* What you need to do
From the material below, return every line that includes "Assistant".

▼

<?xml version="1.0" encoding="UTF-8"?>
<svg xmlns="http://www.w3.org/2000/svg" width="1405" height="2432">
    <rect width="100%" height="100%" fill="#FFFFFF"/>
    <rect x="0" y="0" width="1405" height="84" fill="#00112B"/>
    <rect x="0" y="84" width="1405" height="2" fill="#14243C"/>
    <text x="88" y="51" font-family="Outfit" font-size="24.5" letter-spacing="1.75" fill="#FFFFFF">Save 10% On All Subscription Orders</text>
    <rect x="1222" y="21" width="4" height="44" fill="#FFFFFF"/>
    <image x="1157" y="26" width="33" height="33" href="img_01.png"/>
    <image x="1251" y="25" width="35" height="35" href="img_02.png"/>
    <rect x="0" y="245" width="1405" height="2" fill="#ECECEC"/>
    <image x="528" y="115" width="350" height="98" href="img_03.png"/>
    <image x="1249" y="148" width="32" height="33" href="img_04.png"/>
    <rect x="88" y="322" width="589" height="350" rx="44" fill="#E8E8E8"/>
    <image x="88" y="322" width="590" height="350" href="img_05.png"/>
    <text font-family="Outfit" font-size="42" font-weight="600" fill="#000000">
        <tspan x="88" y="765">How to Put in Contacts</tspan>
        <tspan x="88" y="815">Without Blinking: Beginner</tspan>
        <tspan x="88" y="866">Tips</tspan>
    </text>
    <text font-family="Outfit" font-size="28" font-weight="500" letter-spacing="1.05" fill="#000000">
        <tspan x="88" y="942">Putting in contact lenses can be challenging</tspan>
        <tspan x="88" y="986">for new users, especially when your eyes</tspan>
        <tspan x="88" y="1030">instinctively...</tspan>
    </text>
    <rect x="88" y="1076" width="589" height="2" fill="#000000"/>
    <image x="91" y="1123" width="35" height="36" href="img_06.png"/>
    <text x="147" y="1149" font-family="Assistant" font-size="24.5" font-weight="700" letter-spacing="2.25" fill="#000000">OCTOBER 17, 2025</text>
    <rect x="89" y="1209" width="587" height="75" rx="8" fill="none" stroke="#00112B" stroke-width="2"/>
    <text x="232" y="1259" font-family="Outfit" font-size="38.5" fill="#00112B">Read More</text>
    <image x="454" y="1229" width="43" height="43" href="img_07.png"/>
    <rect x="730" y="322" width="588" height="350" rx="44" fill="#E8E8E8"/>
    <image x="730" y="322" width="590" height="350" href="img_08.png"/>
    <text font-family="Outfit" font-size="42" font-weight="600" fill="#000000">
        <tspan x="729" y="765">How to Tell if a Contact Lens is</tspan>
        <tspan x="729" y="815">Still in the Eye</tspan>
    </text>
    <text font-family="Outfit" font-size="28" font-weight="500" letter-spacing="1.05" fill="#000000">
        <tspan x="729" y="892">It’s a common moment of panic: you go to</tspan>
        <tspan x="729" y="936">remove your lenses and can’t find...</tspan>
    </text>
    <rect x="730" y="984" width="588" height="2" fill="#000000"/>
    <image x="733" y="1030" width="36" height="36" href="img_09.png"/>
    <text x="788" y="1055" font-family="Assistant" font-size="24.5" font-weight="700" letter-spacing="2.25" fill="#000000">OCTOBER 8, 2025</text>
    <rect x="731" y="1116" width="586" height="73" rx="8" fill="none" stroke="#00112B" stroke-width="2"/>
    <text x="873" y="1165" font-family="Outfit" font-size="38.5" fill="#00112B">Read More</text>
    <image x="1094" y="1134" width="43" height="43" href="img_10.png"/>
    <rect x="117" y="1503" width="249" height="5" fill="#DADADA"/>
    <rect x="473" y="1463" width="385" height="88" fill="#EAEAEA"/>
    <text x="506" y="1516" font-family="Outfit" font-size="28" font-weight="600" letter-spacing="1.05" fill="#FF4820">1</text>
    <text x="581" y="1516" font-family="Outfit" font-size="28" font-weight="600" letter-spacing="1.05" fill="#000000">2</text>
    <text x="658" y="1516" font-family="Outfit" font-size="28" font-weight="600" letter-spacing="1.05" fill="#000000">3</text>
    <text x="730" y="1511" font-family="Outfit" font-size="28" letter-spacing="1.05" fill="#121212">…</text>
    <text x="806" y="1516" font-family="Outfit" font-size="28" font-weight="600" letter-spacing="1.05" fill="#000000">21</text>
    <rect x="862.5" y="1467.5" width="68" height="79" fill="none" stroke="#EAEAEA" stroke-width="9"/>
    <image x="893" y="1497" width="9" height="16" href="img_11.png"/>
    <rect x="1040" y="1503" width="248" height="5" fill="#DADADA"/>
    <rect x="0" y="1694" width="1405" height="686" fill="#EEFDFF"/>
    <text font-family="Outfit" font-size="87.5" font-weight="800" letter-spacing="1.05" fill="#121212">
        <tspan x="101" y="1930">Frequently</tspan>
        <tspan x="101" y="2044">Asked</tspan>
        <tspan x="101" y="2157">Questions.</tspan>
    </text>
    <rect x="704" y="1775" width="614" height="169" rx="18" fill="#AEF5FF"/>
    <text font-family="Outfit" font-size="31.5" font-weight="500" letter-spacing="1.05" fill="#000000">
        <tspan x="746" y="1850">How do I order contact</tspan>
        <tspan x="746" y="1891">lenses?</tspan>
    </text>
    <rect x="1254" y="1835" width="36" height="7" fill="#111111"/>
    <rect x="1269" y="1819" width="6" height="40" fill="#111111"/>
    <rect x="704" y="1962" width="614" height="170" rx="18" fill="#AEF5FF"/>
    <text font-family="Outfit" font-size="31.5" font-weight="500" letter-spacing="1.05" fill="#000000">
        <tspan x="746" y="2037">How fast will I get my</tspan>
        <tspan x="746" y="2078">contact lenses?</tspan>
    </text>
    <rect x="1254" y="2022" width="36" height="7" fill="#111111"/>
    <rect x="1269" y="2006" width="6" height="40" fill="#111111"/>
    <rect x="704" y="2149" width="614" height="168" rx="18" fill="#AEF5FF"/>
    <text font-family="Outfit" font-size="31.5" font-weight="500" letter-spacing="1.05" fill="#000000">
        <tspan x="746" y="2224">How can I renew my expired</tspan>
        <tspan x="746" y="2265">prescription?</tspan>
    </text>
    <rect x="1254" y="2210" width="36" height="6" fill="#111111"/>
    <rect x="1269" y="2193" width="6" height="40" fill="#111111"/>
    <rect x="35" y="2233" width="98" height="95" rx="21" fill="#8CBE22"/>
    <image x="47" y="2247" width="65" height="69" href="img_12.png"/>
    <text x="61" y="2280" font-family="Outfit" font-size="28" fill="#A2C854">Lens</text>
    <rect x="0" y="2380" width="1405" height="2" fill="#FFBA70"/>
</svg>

▲

* Task response
    <text x="147" y="1149" font-family="Assistant" font-size="24.5" font-weight="700" letter-spacing="2.25" fill="#000000">OCTOBER 17, 2025</text>
    <text x="788" y="1055" font-family="Assistant" font-size="24.5" font-weight="700" letter-spacing="2.25" fill="#000000">OCTOBER 8, 2025</text>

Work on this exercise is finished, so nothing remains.